USD/CHF as well is heading for a deep correction to first 0.9880 then 0.9809. Higher must break 1.0129 to target 1.0195. USD/CHF in the 0.9700’s is well protected by many and massive supports. Seen as well in USD/CHF is a highly conflicted currency pair.
USD/CAD closed this week at 1.2845 and last week 1.2830. The range is located from overbought 1.2754 to 1.2982 and 1.3038 for an overall 284 pip range. USD/CAD since March 14th continues its barely 300 pip range. The only approach is sell price rises as further overbought begins at 1.2865 and 1.2891. Overall, miles of downside exists to USD/CAD especially 1.2500’s on a break of 1.2754. Look for a move lower to 1.2830 then 1.2792.

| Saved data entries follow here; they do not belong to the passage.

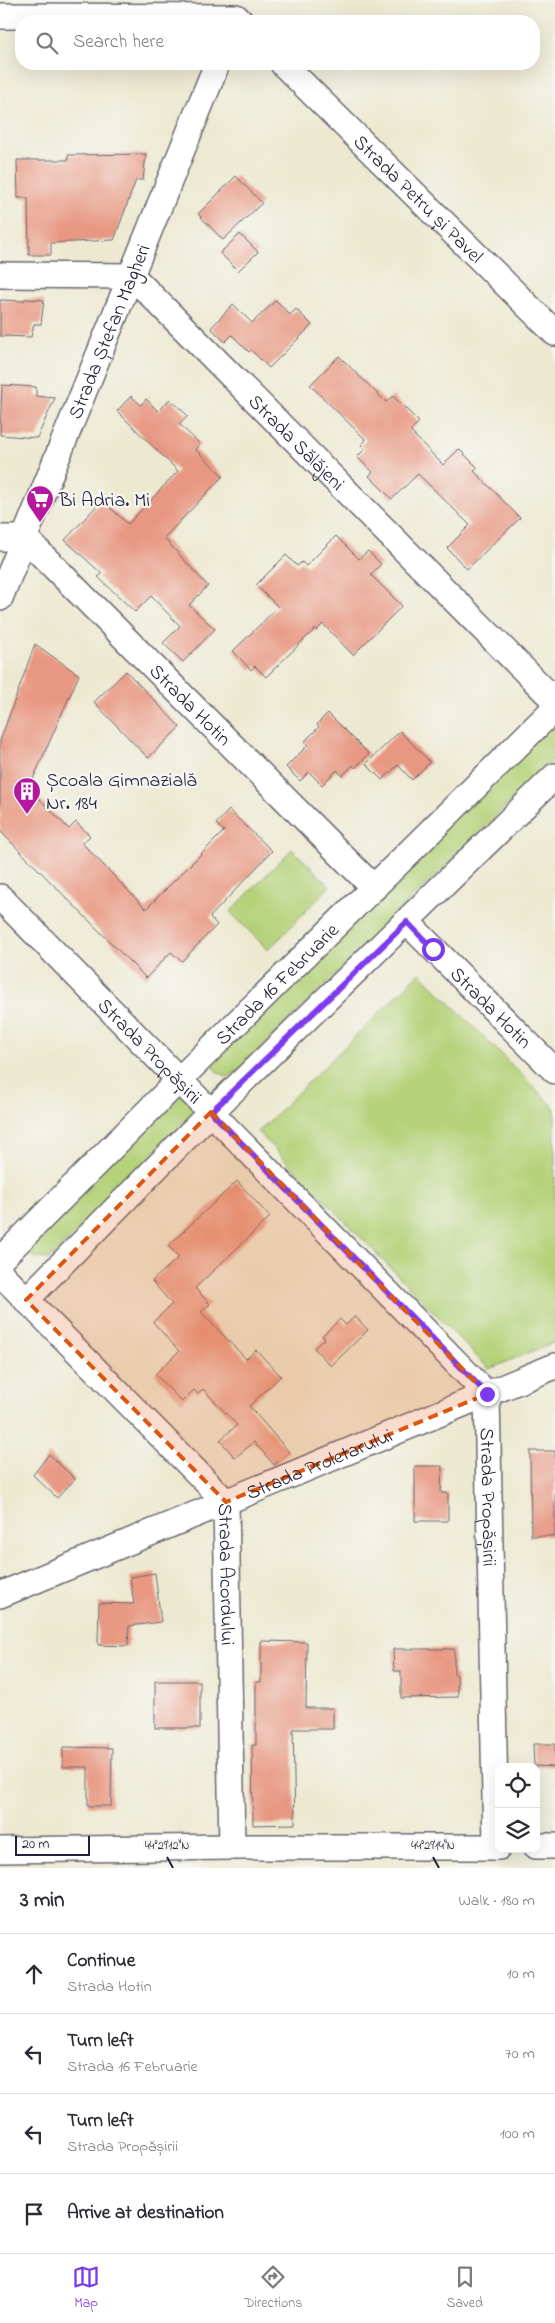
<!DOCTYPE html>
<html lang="en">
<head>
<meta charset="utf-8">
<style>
	body { margin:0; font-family:"Indie Flower",sans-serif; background:#f2f2f3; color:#2b2b33 }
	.controls { position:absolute; right:15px; bottom:15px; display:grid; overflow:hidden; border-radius:10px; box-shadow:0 5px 20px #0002 }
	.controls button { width:45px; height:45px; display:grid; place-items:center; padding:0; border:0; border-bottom:1px solid #e1e1e2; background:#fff; color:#2b2b33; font:25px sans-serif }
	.scale { position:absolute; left:15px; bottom:12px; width:75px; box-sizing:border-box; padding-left:5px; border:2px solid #22223b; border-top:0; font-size:14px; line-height:18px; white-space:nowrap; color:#22223b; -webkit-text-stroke:4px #f6f6f2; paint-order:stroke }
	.stop { position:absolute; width:15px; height:15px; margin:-11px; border:4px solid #7c3aed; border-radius:50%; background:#fff }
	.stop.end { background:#7c3aed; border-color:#fff; box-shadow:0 1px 5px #0008 }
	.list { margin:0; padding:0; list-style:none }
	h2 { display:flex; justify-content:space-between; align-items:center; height:65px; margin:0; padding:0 20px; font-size:21px }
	h2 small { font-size:16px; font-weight:400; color:#7c7c81 }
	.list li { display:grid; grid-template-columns:32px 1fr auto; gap:15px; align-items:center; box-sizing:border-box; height:80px; padding:0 20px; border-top:1px solid #e1e1e2 }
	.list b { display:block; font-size:19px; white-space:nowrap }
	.list p { margin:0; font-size:16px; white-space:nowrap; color:#7c7c81 }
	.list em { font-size:16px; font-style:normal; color:#7c7c81 }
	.icon { flex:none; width:28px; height:28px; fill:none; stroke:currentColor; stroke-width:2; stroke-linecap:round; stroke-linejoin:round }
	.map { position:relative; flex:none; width:555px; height:1868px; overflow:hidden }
	.search { position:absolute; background:#fff; box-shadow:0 5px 20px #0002; left:15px; right:15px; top:15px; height:55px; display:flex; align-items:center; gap:12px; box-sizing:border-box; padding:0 18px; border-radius:20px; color:#7c7c81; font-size:19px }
	.sheet { height:385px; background:#fff }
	nav { display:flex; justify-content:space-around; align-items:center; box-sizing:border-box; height:70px; border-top:1px solid #e1e1e2; background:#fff; font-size:14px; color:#7c7c81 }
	nav a { display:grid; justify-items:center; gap:2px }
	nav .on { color:#7c3aed }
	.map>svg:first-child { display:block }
	.green { fill:#b5d279; stroke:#6c7a5a }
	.building { fill:#e89882 }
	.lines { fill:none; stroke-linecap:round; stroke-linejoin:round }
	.minor-casing { stroke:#696870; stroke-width:28 }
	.minor { stroke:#fff; stroke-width:25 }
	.route { stroke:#7c3aed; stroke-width:6 }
	.marked { fill:#de560e; fill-opacity:0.2; stroke:#de560e; stroke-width:4; stroke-dasharray:10 6; stroke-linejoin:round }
	.ticks { fill:none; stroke:#22223b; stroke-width:2 }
	.labels { text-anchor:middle; stroke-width:4.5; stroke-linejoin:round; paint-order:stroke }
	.street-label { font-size:20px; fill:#22223b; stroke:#f6f6f2 }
	.poi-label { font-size:20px; fill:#22223b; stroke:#f6f6f2; text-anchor:start }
	.ticks-label { font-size:12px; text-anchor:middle; fill:#22223b; stroke:#f6f6f2; stroke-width:4.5; stroke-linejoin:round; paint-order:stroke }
</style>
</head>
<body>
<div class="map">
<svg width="555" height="1868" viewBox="0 0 555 1868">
	<rect width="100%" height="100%" fill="#f6f6f2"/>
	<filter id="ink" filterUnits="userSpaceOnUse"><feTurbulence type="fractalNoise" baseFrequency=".02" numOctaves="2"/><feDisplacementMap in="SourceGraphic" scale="10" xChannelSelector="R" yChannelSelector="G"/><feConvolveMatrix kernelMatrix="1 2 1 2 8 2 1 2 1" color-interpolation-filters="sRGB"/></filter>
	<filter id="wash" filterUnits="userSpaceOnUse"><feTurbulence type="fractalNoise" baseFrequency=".0096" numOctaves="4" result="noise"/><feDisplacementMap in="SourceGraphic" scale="20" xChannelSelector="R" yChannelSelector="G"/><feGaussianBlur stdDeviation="1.12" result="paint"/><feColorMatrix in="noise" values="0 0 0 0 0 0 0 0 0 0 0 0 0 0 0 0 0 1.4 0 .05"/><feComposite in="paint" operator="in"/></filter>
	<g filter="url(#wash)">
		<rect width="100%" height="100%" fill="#ede9d1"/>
		<g class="green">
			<polygon points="555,713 555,758 238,1071 228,1077 216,1071 211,1060"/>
			<polygon points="292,849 330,886 268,950 230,912"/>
			<polygon points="420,973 555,1108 555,1342 489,1369 258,1132"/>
			<polygon points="180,1085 201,1105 54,1255 48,1259 35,1258 27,1249"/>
		</g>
		<g id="blocks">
			<g class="building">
				<polygon points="146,154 143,180 136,180 114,240 51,243 51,255 29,255 28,198 18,198 17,160 68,160 68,155"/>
				<polygon points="236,176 262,203 223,240 198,214"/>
				<polygon points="240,234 258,252 238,271 220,253"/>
				<polygon points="24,299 44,300 41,324 34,324 31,337 0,336 0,300 24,301"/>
				<polygon points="276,300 290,315 296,309 312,325 269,368 251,350 249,352 232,335 225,342 211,328 233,304 252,323"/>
				<polygon points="339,356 386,402 393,396 419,422 410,431 443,465 459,449 478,468 474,471 520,518 467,569 447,548 470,525 418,474 392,499 369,476 373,472 357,457 365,449 361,445 366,440 310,385"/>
				<polygon points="2,385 36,387 36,396 55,398 37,438 0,435"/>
				<polygon points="131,396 141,405 146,399 158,411 170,399 188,416 179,424 200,444 195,449 223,476 164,538 208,586 189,605 215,629 183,662 163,643 180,626 151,596 135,612 98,577 102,574 65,540 102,500 128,524 178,471 117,411"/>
				<polygon points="336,536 359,559 368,551 381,564 371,575 402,606 353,655 323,624 316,631 315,629 266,677 255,666 251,670 233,651 278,607 256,585 286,555 297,566 302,562 306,566"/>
				<polygon points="35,644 79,675 29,788 69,829 76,822 90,836 82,843 146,909 224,831 216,824 229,810 272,851 210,917 217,925 182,961 171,952 146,978 0,831 0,741"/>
				<polygon points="126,671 180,727 148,758 94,702"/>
				<polygon points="328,713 369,754 355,768 353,765 342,776 337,770 322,785 309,772 300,781 286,767 308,745 304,742 319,727 317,724"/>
				<polygon points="400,731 430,762 412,780 398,765 382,780 366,764"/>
				<polygon points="237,1181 270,1217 195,1288 210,1304 201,1312 246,1359 256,1350 281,1376 249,1406 289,1452 274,1465 254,1442 235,1458 220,1440 237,1425 203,1389 198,1394 194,1390 182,1402 155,1374 179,1351 153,1322 172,1304 152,1281 179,1257 168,1246"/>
				<polygon points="355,1316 368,1330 331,1366 314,1348 325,1338 322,1336 340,1319 346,1325"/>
				<polygon points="530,1451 555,1451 555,1536 531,1536"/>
				<polygon points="49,1454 75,1479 57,1498 33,1475"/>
				<polygon points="415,1466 442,1466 441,1493 448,1493 448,1521 415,1521"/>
				<polygon points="155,1573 161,1622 129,1626 128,1646 98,1645 99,1603 134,1604 130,1577"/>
				<polygon points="261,1641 307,1642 306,1708 333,1708 333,1729 293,1729 295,1824 253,1825 252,1745 256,1745 256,1682 261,1682"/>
				<polygon points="393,1649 454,1649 454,1675 457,1675 458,1697 401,1698 401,1671 394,1671"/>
				<rect x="155" y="1681" width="45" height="47"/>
				<polygon points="533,1744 555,1744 555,1767 534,1766"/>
				<polygon points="63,1747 112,1748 111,1806 88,1806 88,1767 63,1767"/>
			</g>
		</g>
	</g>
	<g filter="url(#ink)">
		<use href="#blocks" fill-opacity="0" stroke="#696870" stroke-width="1"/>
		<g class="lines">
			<g class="minor-casing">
				<g id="minor">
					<polyline points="0,16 236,17 240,21"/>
					<path id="s1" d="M 283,64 L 555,333"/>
					<path id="s2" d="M 0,275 L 132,276 L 555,701"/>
					<path id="s3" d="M 0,538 L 25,538 L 374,888"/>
					<path id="s4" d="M 0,598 L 217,64"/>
					<path id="s5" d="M 0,897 L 487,1394 L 496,1847"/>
					<path id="s6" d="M 407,922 L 555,1071"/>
					<path id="s7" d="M 0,1260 L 179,1080 L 555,708"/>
					<path id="s8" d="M 0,1273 L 226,1502 L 232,1847"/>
					<polyline points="26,1300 211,1112 555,776"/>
					<path id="s9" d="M 0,1595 L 555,1366"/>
					<polyline points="536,1846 555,1846"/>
					<polyline points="0,1850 232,1847 499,1847"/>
				</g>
			</g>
			<use href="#minor" class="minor"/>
		</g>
	</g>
	<g class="lines" filter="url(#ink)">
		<polyline class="route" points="433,949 407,922 211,1112 487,1394"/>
	</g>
	<path class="marked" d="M 211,1112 L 487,1394 L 226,1502 L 26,1300 Z"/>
	<path class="ticks" d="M 167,1857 L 173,1868M 433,1857 L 439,1868"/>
	<defs>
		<g id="supermarket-pin" transform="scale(1.4375)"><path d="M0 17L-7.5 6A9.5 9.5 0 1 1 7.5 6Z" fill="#b5179e" stroke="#f6f6f2"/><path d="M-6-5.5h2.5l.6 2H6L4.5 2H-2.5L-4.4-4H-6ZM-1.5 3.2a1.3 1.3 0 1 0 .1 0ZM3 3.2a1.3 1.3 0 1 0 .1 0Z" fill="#fff"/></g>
		<g id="building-pin" transform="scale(1.4375)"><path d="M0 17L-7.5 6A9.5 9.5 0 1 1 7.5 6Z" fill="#b5179e" stroke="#f6f6f2"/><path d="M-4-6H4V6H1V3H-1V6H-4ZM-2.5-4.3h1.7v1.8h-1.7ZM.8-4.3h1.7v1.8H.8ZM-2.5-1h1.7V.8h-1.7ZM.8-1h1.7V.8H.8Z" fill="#fff"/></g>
	</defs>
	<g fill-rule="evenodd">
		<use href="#supermarket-pin" x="40" y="499"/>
		<use href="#building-pin" x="27" y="791"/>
	</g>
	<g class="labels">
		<g class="street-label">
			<text dy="7" stroke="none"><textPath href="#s1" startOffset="191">Strada Petru și Pavel</textPath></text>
			<text dy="7" stroke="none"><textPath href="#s4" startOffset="288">Strada Ștefan Magheri</textPath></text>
			<text dy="7" stroke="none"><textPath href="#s2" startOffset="366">Strada Sălăjeni</textPath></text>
			<text dy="7" stroke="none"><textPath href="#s3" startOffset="260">Strada Hotin</textPath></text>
			<text dy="7" stroke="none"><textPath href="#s7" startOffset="391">Strada 16 Februarie</textPath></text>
			<text dy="7" stroke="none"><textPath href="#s6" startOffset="120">Strada Hotin</textPath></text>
			<text dy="7" stroke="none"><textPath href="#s5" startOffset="215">Strada Propășirii</textPath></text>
			<text dy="7" stroke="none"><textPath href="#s9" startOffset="345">Strada Proletarului</textPath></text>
			<text dy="7" stroke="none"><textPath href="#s5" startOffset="799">Strada Propășirii</textPath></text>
			<text dy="7" stroke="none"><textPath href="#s8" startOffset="394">Strada Acordului</textPath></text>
		</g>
		<g class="poi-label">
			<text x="59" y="506">Bi Adria. Mi</text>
			<text x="46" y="786">Școala Gimnazială<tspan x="46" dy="23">Nr. 184</tspan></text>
		</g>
	</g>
	<g class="ticks-label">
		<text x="167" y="1849">44°29'12"N</text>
		<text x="433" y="1849">44°29'14"N</text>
	</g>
</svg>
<div class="controls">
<button><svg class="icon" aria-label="locate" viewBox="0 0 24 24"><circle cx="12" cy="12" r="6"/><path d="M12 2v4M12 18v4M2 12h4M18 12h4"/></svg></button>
<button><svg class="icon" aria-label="layers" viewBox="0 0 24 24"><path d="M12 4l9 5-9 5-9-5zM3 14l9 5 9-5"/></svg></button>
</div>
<div class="scale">20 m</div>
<div class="stop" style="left:433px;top:949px"></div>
<div class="stop end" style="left:487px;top:1394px"></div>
<div class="search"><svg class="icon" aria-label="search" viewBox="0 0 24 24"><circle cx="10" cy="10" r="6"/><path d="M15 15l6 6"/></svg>Search here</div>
</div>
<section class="sheet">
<h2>3 min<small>Walk · 180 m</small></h2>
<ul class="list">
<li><svg class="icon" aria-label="ahead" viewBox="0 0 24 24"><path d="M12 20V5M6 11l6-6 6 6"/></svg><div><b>Continue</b><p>Strada Hotin</p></div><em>10 m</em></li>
<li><svg class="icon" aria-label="left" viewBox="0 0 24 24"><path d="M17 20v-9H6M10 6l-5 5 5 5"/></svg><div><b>Turn left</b><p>Strada 16 Februarie</p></div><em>70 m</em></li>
<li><svg class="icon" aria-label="left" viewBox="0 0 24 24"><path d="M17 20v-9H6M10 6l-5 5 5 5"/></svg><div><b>Turn left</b><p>Strada Propășirii</p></div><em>100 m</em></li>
<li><svg class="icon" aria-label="arrive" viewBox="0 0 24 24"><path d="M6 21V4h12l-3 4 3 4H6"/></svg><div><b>Arrive at destination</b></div></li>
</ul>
</section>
<nav>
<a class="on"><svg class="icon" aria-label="map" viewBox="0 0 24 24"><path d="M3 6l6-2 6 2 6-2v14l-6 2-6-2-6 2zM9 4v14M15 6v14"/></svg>Map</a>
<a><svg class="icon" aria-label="directions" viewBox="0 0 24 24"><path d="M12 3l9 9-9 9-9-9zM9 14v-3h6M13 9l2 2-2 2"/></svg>Directions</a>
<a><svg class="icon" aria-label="saved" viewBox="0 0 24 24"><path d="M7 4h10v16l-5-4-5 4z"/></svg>Saved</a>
</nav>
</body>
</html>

NZD/USD remains not a thrilling currency pair. Overall break point for higher is 0.7147 and a move higher is expected and targets 0.7069 and 0.7079. Above 0.7147 targets 0.7184.
Overall USD is heading for corrections and Non USD higher to solve overbought and oversold conditions rather than any type of trend.
Pertinent to USD this week is first Secured Overnight Funding Rate 1 month and 3 month Futures contracts set to begin trading Monday May 7. SOFR was introduced as a substitute/ replacement to Libor and first launched April 3rd at 1.80 and since dropped to 1.70 against Friday’s close at 1.74. Fed Funds on the other side closed at 1.70 in 9 of the past 10 days. The overall effects to USD so far is irrelevant, so far.